An important difference between a B2BUA and a proxy application is the number of session objects created and replicated. In both cases only a single application session is created, but for the B2BUA, two session objects are created–one for the inbound leg and one for the outbound leg. For a proxy application, only a single session object is created.
Replication of application state information
Application state information is treated differently from internal dialog state information because it does not rely on the existence of a dialog to be replicated. Application state refers to any data that is being maintained by the application through the use of JSR 116 data constructs. This includes:
- javax.servlet.sip.SipApplicationSession
- javax.servlet.sip.SipSession
- javax.servlet.sip.ServletTimer
- Any attribute set on the SipSession or the SipApplicationSession
Replication of internal state happens at well-defined, predictable points in the call flow, while replication of application state is less predictable because it is generally dependent on when an application creates, invalidates or modifies the session data and timers through JSR 116 APIs. This could be due to the processing of an inbound message, or to the expiration of a SIP timer. All of the following can cause the replication of application-related session data:
- Creation of an application session object
- Creation of a SIP session object
- Creation of a SIP session timer
- Modification of a session object through setAttribute or removeAttribute
- Invalidation of a SIP session object
- Expiration of a session timer
- Application code sending out a request *
*Causes replication of the SipSession and SipApplicationSession in order to synchronize the "last access timestamp" with the peer containers in the cluster. This is for the integrity of future calls to SipSession.getLastAccessedTime(), and SipApplicationSession.getLastAccessedTime()

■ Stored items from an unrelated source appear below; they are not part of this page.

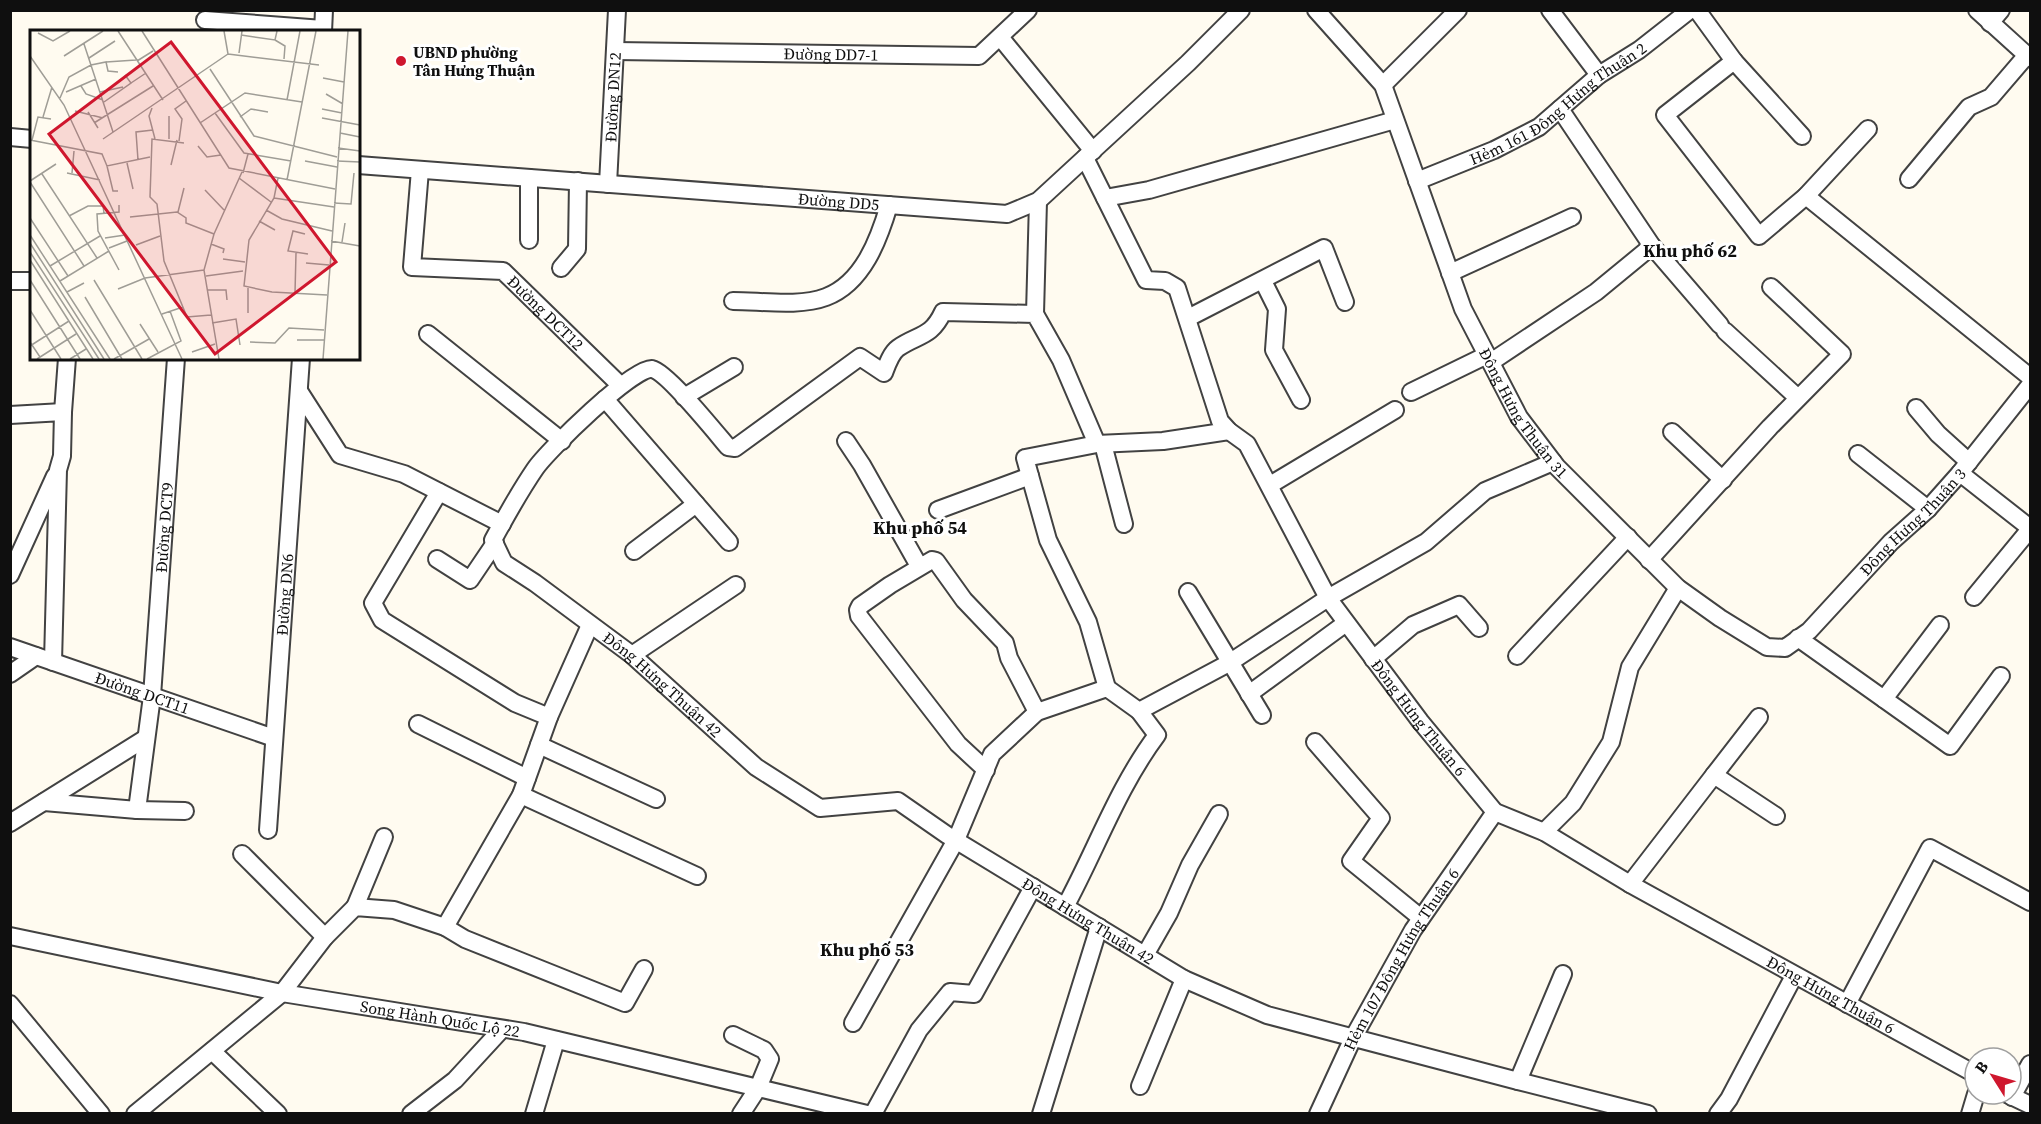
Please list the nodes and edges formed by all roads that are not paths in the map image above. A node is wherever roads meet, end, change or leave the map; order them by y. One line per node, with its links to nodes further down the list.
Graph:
1 (324, 10): 12 (street)
2 (617, 10): 14 (street, Đường DN12)
3 (1028, 10): 13 (street, Đường DD7-1)
4 (1241, 10): 25 (street, Đường DD5)
5 (1316, 10): 18 (street)
6 (1458, 10): 18 (street)
7 (1550, 10): 17 (street)
8 (1977, 10): 10 (street)
9 (1691, 11): 16 (street); 17 (street, Hẻm 161 Đông Hưng Thuận 2)
10 (1996, 16): 15 (street)
11 (205, 20): 12 (street)
12 (323, 30)
13 (1000, 37): 14 (street, Đường DD7-1); 25 (street, Đông Hưng Thuận 6)
14 (615, 51): 32 (street, Đường DN12)
15 (2029, 56): 29 (street)
16 (1734, 61): 22 (street); 33 (street)
17 (1599, 75): 19 (street, Hẻm 161 Đông Hưng Thuận 2)
18 (1383, 85): 20 (street, Đông Hưng Thuận 31)
19 (1560, 109): 30 (street, Hẻm 161 Đông Hưng Thuận 2); 39 (street)
20 (1395, 120): 30 (street, Đông Hưng Thuận 31); 34 (street)
21 (1868, 129): 33 (street)
22 (1802, 136)
23 (10, 137): 24 (street)
24 (30, 139)
25 (1089, 154): 34 (street, Đông Hưng Thuận 6); 35 (street, Đường DD5)
26 (360, 165): 27 (street, Đường DD5)
27 (420, 170): 28 (street, Đường DD5); 58 (street, Đường DCT12)
28 (530, 178): 31 (street, Đường DD5); 38 (street)
29 (1909, 179)
30 (1417, 181): 41 (street, Đông Hưng Thuận 31)
31 (578, 182): 32 (street, Đường DD5); 40 (street)
32 (608, 184): 36 (street, Đường DD5)
33 (1806, 196): 56 (street)
34 (1105, 198): 49 (street, Đông Hưng Thuận 6)
35 (1038, 201): 36 (street, Đường DD5); 48 (street)
36 (889, 205): 46 (street)
37 (1572, 217): 41 (street)
38 (529, 240)
39 (1652, 246): 51 (street); 62 (street)
40 (561, 268)
41 (1450, 273): 51 (street, Đông Hưng Thuận 31)
42 (10, 281): 43 (street)
43 (30, 281)
44 (1263, 281): 47 (street); 49 (street); 64 (street)
45 (1771, 287): 62 (street)
46 (734, 301)
47 (1345, 302)
48 (1035, 314): 61 (street); 73 (street)
49 (1188, 318): 69 (street, Đông Hưng Thuận 6)
50 (428, 334): 71 (street)
51 (1489, 359): 60 (street); 75 (street, Đông Hưng Thuận 31)
52 (66, 360): 67 (street)
53 (176, 360): 117 (street, Đường DCT9)
54 (301, 360): 59 (street, Đường DN6)
55 (734, 367): 61 (street)
56 (2031, 377)
57 (2031, 385): 76 (street, Đông Hưng Thuận 3)
58 (620, 386): 61 (street); 63 (street)
59 (299, 391): 81 (street); 126 (street, Đường DN6)
60 (1410, 392)
61 (684, 397)
62 (1798, 398): 79 (street)
63 (605, 399): 71 (street); 82 (street)
64 (1301, 400)
65 (1916, 408): 76 (street)
66 (1395, 410): 80 (street)
67 (63, 412): 68 (street); 77 (street)
68 (10, 415)
69 (1229, 431): 73 (street); 80 (street, Đông Hưng Thuận 6)
70 (1672, 432): 79 (street)
71 (562, 441): 85 (street)
72 (846, 441): 94 (street)
73 (1100, 444): 78 (street); 86 (street)
74 (1858, 454): 83 (street)
75 (1553, 462): 88 (street, Đông Hưng Thuận 31); 100 (street)
76 (1965, 468): 83 (street, Đông Hưng Thuận 3); 87 (street)
77 (58, 470): 95 (street); 111 (street)
78 (1030, 476): 84 (street); 115 (street)
79 (1723, 480): 93 (street)
80 (1270, 485): 100 (street, Đông Hưng Thuận 6)
81 (439, 492): 85 (street); 122 (street)
82 (696, 504): 89 (street); 91 (street)
83 (1928, 509): 105 (street, Đông Hưng Thuận 3)
84 (938, 510)
85 (502, 524): 90 (street)
86 (1124, 524)
87 (2031, 529): 99 (street)
88 (1628, 537): 93 (street, Đông Hưng Thuận 31); 109 (street)
89 (729, 542)
90 (495, 543): 92 (street); 102 (street, Đông Hưng Thuận 42)
91 (634, 551)
92 (436, 559)
93 (1649, 560): 97 (street, Đông Hưng Thuận 31)
94 (919, 566): 120 (street); 129 (street)
95 (10, 575)
96 (736, 585): 107 (street)
97 (1677, 588): 105 (street, Đông Hưng Thuận 31); 142 (street)
98 (1188, 592): 112 (street)
99 (1974, 597)
100 (1328, 598): 101 (street, Đông Hưng Thuận 6); 112 (street)
101 (1346, 622): 110 (street, Đông Hưng Thuận 6); 116 (street)
102 (590, 624): 107 (street, Đông Hưng Thuận 42); 122 (street, Đông Hưng Thuận 42)
103 (1940, 625): 118 (street)
104 (1479, 628): 110 (street)
105 (1792, 643): 118 (street)
106 (10, 647): 108 (street, Đường DCT11)
107 (632, 655): 144 (street, Đông Hưng Thuận 42)
108 (36, 656): 111 (street, Đường DCT11); 113 (street)
109 (1517, 656)
110 (1373, 659): 137 (street, Đông Hưng Thuận 6)
111 (53, 662): 117 (street, Đường DCT11)
112 (1229, 663): 116 (street); 119 (street)
113 (10, 674)
114 (2001, 676): 118 (street)
115 (1107, 688): 119 (street); 120 (street)
116 (1249, 694): 121 (street)
117 (152, 696): 125 (street, Đường DCT9); 126 (street, Đường DCT11)
118 (1884, 699)
119 (1139, 711): 151 (street)
120 (1037, 712): 129 (street)
121 (1262, 715)
122 (549, 717): 128 (street, Đông Hưng Thuận 42)
123 (1760, 717): 130 (street)
124 (418, 724): 131 (street)
125 (146, 738): 134 (street); 135 (street, Đường DCT9)
126 (274, 738): 141 (street, Đường DN6)
127 (1315, 742): 152 (street)
128 (539, 745): 131 (street, Đông Hưng Thuận 42); 133 (street)
129 (986, 770): 144 (street)
130 (1714, 775): 139 (street); 147 (street)
131 (527, 778): 132 (street, Đông Hưng Thuận 42)
132 (521, 795): 146 (street); 153 (street, Đông Hưng Thuận 42)
133 (656, 799)
134 (44, 802): 135 (street); 140 (street)
135 (137, 810): 136 (street)
136 (185, 811)
137 (1495, 812): 142 (street, Đông Hưng Thuận 6); 152 (street, Hẻm 107 Đông Hưng Thuận 6)
138 (1219, 814): 157 (street)
139 (1776, 816)
140 (10, 823)
141 (268, 830)
142 (1544, 832): 147 (street, Đông Hưng Thuận 6)
143 (384, 837): 150 (street)
144 (956, 840): 148 (street, Đông Hưng Thuận 42); 165 (street)
145 (242, 854): 156 (street)
146 (697, 876)
147 (1630, 884): 160 (street, Đông Hưng Thuận 6)
148 (1033, 887): 151 (street, Đông Hưng Thuận 42); 184 (street)
149 (2031, 902): 164 (street)
150 (355, 907): 153 (street); 156 (street)
151 (1065, 907): 154 (street, Đông Hưng Thuận 42)
152 (1421, 918): 168 (street, Hẻm 107 Đông Hưng Thuận 6)
153 (444, 927): 158 (street)
154 (1099, 927): 157 (street, Đông Hưng Thuận 42); 175 (street)
155 (10, 936): 162 (street, Song Hành Quốc Lộ 22)
156 (325, 937): 162 (street)
157 (1145, 956): 161 (street, Đông Hưng Thuận 42)
158 (644, 969)
159 (1563, 974): 172 (street)
160 (1794, 976): 164 (street, Đông Hưng Thuận 6); 187 (street)
161 (1184, 979): 168 (street, Đông Hưng Thuận 42); 173 (street)
162 (282, 993): 166 (street, Song Hành Quốc Lộ 22); 170 (street)
163 (10, 1004): 177 (street)
164 (1846, 1004): 171 (street, Đông Hưng Thuận 6)
165 (853, 1023)
166 (502, 1029): 169 (street, Song Hành Quốc Lộ 22); 180 (street)
167 (733, 1035): 174 (street)
168 (1353, 1038): 172 (street, Đông Hưng Thuận 42); 185 (street, Hẻm 107 Đông Hưng Thuận 6)
169 (556, 1040): 174 (street, Song Hành Quốc Lộ 22); 181 (street)
170 (212, 1051): 178 (street); 179 (street)
171 (1963, 1067)
172 (1518, 1082): 176 (street, Đông Hưng Thuận 42)
173 (1140, 1086)
174 (758, 1088): 182 (street); 183 (street, Song Hành Quốc Lộ 22)
175 (1042, 1109)
176 (1617, 1110): 186 (street, Đông Hưng Thuận 42)
177 (101, 1113)
178 (135, 1113)
179 (278, 1113)
180 (411, 1113)
181 (534, 1113)
182 (741, 1113)
183 (867, 1113)
184 (873, 1113)
185 (1318, 1113)
186 (1648, 1113)
187 (1718, 1113)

Replication can occur for requests that do not establish a dialog if an application calls request.getApplicationSession(true) and if addTimer() and/or addAttribute() are called on the resulting application session object. This is needed so that a listener can be called when the timer expires.
SIP failover and replication setup considerations
A SIP cluster that requires replication and failover can consist of many replication domains, each of which contain a set of SIP containers. There is no limit set on the number of containers in a cluster. For performance reasons, each replication domain should contain only two containers.
The replication domain should be set to the Entire Domain, which means state is replicated to all containers in the replication domain. The replication mode should be Both client and server.
The distributed session for a container needs to be set to Memory-to-memory replication. Any applications that require session replication must include the <distributable /> tag in the web.xml and sip.xml files. Both SIP and HTTP will utilize the same replication topology
SIP session replication topology
- Each member replicates all state data to every peer in its replication domain.
- Each replication domain should ideally contain two servers.
- When a failure occurs, the core group coordinator tells the remaining core group members which replicated sessions to activate. These replicated sessions then become part of their active sessions.
Complete the following steps to set up a replication domain for SIP sessions.
Procedure
- In the administrative console, click
Environment > Replication domains > New
- Click Number of replicas , and then select Entire domain .
- In the Container settings > Session management .
- In the Additional Properties > Distributed environment settings , and then click Memory-to-memory replication .
- Set Replication mode toBoth client and server.
- Save your changes.
Results
Memory-to-memory replication is enabled for SIP sessions.